(WORK INSTRUCTION): Your reply must consist of the data below, reproduced character for character.

(EXCERPTED DATA):
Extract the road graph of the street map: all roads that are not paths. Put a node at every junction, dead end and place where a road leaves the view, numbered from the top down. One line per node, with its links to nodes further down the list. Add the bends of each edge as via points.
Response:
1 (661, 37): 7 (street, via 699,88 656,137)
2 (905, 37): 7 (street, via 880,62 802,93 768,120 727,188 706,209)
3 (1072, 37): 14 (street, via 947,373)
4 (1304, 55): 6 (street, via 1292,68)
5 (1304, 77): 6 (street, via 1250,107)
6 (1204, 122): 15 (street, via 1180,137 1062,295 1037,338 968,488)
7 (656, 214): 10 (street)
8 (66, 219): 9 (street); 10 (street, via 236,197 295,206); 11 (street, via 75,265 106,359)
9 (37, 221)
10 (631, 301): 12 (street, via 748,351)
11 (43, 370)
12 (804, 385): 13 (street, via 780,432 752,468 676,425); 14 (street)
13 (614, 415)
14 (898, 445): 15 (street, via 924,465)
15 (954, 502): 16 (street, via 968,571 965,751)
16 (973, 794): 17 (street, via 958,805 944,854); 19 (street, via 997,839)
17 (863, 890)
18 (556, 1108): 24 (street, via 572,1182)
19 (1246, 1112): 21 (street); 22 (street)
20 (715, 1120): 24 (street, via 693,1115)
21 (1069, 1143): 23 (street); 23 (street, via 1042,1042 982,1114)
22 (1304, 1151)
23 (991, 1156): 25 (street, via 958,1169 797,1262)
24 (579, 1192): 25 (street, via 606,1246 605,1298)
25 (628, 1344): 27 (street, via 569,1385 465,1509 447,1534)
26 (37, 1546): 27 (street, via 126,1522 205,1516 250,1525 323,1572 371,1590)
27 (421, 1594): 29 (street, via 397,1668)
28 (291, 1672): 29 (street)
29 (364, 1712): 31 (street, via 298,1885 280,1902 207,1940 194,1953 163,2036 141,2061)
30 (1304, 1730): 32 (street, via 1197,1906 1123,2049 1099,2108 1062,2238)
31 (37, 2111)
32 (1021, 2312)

(ANSWER FOR THIS EXERCISE):
Extract the road graph of the street map: all roads that are not paths. Put a node at every junction, dead end and place where a road leaves the view, numbered from the top down. One line per node, with its links to nodes further down the list. Add the bends of each edge as via points.
Response:
1 (661, 37): 7 (street, via 699,88 656,137)
2 (905, 37): 7 (street, via 880,62 802,93 768,120 727,188 706,209)
3 (1072, 37): 14 (street, via 947,373)
4 (1304, 55): 6 (street, via 1292,68)
5 (1304, 77): 6 (street, via 1250,107)
6 (1204, 122): 15 (street, via 1180,137 1062,295 1037,338 968,488)
7 (656, 214): 10 (street)
8 (66, 219): 9 (street); 10 (street, via 236,197 295,206); 11 (street, via 75,265 106,359)
9 (37, 221)
10 (631, 301): 12 (street, via 748,351)
11 (43, 370)
12 (804, 385): 13 (street, via 780,432 752,468 676,425); 14 (street)
13 (614, 415)
14 (898, 445): 15 (street, via 924,465)
15 (954, 502): 16 (street, via 968,571 965,751)
16 (973, 794): 17 (street, via 958,805 944,854); 19 (street, via 997,839)
17 (863, 890)
18 (556, 1108): 24 (street, via 572,1182)
19 (1246, 1112): 21 (street); 22 (street)
20 (715, 1120): 24 (street, via 693,1115)
21 (1069, 1143): 23 (street); 23 (street, via 1042,1042 982,1114)
22 (1304, 1151)
23 (991, 1156): 25 (street, via 958,1169 797,1262)
24 (579, 1192): 25 (street, via 606,1246 605,1298)
25 (628, 1344): 27 (street, via 569,1385 465,1509 447,1534)
26 (37, 1546): 27 (street, via 126,1522 205,1516 250,1525 323,1572 371,1590)
27 (421, 1594): 29 (street, via 397,1668)
28 (291, 1672): 29 (street)
29 (364, 1712): 31 (street, via 298,1885 280,1902 207,1940 194,1953 163,2036 141,2061)
30 (1304, 1730): 32 (street, via 1197,1906 1123,2049 1099,2108 1062,2238)
31 (37, 2111)
32 (1021, 2312)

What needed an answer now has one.